Contribution of HMGB1 to Keratinocyte inflammation in Recessive Dystrophic Epidermolysis Bullosa.

Recessive dystrophic epidermolysis bullosa (RDEB) is an inherited skin disorder characterized by fragile skin, blistering, and chronic wounds. Keratinocytes, the primary cells in the epidermis, are directly affected by persistent injury in RDEB, contributing to chronic inflammation. High mobility group box 1 (HMGB1) is elevated in the serum of individuals with RDEB. However, its role in keratinocyte inflammation remains unclear. Here, we report an increase in HMGB1 expression in keratinocytes at chronic wound sites compared to matched non-wounded skin from an RDEB individual, suggesting a potential link to local inflammation. Pharmacological inhibition of HMGB1 using inflachromene reduced lipopolysaccharide (LPS)-induced inflammatory responses in a keratinocyte cell line, supporting a role for keratinocyte-specific HMGB1 in inflammation.
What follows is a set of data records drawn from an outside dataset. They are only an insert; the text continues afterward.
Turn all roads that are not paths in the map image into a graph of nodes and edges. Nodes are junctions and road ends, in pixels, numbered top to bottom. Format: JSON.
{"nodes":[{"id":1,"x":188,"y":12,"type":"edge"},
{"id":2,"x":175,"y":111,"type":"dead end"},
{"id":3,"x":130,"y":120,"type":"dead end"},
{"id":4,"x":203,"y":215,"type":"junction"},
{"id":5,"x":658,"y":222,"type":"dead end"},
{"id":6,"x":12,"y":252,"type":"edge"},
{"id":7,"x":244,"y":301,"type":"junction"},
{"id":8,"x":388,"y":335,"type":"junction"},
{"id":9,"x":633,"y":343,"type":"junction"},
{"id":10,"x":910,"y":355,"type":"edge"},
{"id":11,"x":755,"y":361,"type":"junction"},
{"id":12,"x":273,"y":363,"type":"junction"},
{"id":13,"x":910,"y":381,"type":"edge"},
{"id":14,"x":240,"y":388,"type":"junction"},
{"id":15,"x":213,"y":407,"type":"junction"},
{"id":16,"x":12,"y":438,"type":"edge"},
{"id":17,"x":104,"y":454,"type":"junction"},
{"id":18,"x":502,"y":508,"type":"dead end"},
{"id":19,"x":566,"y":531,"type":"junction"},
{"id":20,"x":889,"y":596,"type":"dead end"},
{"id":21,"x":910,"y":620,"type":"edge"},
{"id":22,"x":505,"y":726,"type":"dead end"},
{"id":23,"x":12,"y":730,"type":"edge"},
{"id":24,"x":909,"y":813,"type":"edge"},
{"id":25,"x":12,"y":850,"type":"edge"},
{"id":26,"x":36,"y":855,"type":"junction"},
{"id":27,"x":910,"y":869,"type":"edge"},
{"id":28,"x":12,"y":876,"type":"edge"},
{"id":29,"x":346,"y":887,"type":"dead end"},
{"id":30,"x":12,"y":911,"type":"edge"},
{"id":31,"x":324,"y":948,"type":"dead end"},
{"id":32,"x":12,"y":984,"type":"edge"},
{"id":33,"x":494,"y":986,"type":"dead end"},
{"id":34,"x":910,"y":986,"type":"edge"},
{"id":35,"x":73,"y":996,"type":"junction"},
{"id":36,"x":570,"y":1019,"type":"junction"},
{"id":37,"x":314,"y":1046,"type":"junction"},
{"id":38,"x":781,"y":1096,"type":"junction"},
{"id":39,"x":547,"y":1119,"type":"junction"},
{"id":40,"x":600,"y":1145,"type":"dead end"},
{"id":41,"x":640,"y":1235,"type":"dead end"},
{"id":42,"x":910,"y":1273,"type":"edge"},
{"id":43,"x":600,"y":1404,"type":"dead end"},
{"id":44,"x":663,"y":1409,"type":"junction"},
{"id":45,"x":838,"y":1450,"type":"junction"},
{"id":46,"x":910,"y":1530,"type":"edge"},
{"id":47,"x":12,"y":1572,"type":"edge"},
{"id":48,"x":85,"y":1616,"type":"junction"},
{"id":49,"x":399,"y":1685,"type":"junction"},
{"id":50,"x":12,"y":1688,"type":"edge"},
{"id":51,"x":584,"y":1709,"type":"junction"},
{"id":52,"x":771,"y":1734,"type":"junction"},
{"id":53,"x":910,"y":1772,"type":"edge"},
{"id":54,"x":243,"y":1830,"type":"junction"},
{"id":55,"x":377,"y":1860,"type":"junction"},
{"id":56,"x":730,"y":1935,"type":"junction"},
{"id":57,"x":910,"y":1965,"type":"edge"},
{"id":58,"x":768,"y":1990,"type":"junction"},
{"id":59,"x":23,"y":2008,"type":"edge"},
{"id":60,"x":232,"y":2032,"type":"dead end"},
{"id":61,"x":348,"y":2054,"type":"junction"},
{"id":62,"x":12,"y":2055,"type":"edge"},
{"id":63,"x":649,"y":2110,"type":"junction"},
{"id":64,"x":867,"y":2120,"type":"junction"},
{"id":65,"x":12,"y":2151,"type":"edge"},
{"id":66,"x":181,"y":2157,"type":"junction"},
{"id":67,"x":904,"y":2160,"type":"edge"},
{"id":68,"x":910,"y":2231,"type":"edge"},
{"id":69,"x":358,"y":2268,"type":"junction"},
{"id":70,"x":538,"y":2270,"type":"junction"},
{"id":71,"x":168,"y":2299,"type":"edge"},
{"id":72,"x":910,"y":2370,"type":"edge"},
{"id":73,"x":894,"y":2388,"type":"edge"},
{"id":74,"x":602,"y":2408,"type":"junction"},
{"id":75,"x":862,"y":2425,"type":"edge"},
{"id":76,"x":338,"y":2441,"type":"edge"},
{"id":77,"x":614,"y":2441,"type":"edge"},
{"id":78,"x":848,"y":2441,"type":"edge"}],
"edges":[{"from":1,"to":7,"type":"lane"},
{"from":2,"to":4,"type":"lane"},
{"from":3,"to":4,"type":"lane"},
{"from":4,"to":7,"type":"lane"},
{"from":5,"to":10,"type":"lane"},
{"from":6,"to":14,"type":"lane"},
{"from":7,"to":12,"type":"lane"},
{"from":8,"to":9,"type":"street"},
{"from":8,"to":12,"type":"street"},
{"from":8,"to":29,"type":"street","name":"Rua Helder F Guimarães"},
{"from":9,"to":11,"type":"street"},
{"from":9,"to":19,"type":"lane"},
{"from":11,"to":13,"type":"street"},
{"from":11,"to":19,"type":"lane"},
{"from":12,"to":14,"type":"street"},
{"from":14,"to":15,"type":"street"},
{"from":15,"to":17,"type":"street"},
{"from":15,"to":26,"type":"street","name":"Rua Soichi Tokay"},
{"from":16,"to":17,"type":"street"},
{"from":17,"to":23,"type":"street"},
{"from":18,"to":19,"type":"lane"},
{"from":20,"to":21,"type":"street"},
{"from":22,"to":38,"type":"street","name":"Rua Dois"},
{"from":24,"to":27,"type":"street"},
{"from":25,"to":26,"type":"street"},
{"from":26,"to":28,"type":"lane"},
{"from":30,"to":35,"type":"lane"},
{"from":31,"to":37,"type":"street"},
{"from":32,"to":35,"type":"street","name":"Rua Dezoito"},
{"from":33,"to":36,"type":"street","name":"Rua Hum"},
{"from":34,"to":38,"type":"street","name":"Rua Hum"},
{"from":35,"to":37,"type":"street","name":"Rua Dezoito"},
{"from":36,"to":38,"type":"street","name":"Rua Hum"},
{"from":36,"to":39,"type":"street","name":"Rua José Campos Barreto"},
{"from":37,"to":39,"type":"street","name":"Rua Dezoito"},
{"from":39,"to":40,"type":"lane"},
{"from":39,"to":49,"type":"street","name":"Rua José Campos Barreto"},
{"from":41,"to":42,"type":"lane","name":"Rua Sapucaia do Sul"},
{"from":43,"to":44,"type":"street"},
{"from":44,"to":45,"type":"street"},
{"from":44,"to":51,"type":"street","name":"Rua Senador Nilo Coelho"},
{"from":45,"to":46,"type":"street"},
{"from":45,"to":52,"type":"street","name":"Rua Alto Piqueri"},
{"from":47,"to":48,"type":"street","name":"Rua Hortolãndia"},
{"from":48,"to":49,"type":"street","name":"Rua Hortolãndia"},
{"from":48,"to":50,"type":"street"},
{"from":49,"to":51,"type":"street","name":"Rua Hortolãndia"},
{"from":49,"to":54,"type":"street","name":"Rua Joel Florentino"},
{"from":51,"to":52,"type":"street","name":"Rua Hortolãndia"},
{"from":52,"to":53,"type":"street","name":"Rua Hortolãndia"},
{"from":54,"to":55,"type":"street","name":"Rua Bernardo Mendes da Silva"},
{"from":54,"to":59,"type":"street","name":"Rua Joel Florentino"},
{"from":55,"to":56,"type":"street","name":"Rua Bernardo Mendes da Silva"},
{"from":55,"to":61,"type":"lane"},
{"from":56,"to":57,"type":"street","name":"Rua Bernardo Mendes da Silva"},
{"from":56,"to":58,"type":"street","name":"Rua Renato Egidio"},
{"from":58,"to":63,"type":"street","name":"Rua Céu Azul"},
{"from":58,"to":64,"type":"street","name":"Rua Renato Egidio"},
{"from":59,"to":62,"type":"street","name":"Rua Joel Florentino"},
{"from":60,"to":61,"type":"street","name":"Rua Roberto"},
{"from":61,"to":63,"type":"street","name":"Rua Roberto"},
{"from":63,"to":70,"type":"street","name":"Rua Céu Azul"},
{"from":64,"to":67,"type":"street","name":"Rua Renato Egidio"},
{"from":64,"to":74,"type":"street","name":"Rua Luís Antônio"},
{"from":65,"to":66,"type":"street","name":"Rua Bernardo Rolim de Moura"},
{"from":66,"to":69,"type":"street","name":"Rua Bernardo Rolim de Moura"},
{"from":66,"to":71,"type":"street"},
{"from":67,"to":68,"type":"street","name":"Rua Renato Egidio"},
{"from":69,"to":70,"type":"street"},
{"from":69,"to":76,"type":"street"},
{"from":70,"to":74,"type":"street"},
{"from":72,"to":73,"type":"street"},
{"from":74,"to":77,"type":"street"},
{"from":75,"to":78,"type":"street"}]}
Surprisingly, deletion of HMGB1 alone or together with its paralogue HMGB2 did not suppress the inflammatory response to LPS. Furthermore, inflachromene still reduced inflammation in these knockout cells. This unexpected discrepancy between genetic deletion and pharmacologic inhibition points to a more complex role for HMGB1 or off-target effects of the compound. These findings suggest that HMGB1 may contribute to inflammation in keratinocytes, but its exact function needs further investigation.